■ EXERCISE GOAL ■
When you write out the entries, keep every line exactly as it appears.

■ EXCERPTED RECORDS ■

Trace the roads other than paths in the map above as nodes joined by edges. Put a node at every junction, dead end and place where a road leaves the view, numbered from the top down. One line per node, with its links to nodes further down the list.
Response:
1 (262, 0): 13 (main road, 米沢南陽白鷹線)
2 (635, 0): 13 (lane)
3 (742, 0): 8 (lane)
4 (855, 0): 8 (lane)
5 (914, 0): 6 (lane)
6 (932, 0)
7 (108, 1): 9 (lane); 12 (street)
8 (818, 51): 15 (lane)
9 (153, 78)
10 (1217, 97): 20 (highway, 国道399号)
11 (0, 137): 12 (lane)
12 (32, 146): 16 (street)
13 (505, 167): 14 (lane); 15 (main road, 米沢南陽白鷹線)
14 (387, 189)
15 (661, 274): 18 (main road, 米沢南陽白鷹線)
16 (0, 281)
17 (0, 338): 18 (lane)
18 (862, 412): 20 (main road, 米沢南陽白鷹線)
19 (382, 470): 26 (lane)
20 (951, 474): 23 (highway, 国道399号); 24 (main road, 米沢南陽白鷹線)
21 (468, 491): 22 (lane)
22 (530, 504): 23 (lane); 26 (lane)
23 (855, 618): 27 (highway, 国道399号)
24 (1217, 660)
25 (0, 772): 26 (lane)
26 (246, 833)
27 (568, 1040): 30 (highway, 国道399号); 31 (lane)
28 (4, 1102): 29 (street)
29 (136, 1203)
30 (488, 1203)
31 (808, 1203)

■ TASK RESULT ■
Trace the roads other than paths in the map above as nodes joined by edges. Put a node at every junction, dead end and place where a road leaves the view, numbered from the top down. One line per node, with its links to nodes further down the list.
Response:
1 (262, 0): 13 (main road, 米沢南陽白鷹線)
2 (635, 0): 13 (lane)
3 (742, 0): 8 (lane)
4 (855, 0): 8 (lane)
5 (914, 0): 6 (lane)
6 (932, 0)
7 (108, 1): 9 (lane); 12 (street)
8 (818, 51): 15 (lane)
9 (153, 78)
10 (1217, 97): 20 (highway, 国道399号)
11 (0, 137): 12 (lane)
12 (32, 146): 16 (street)
13 (505, 167): 14 (lane); 15 (main road, 米沢南陽白鷹線)
14 (387, 189)
15 (661, 274): 18 (main road, 米沢南陽白鷹線)
16 (0, 281)
17 (0, 338): 18 (lane)
18 (862, 412): 20 (main road, 米沢南陽白鷹線)
19 (382, 470): 26 (lane)
20 (951, 474): 23 (highway, 国道399号); 24 (main road, 米沢南陽白鷹線)
21 (468, 491): 22 (lane)
22 (530, 504): 23 (lane); 26 (lane)
23 (855, 618): 27 (highway, 国道399号)
24 (1217, 660)
25 (0, 772): 26 (lane)
26 (246, 833)
27 (568, 1040): 30 (highway, 国道399号); 31 (lane)
28 (4, 1102): 29 (street)
29 (136, 1203)
30 (488, 1203)
31 (808, 1203)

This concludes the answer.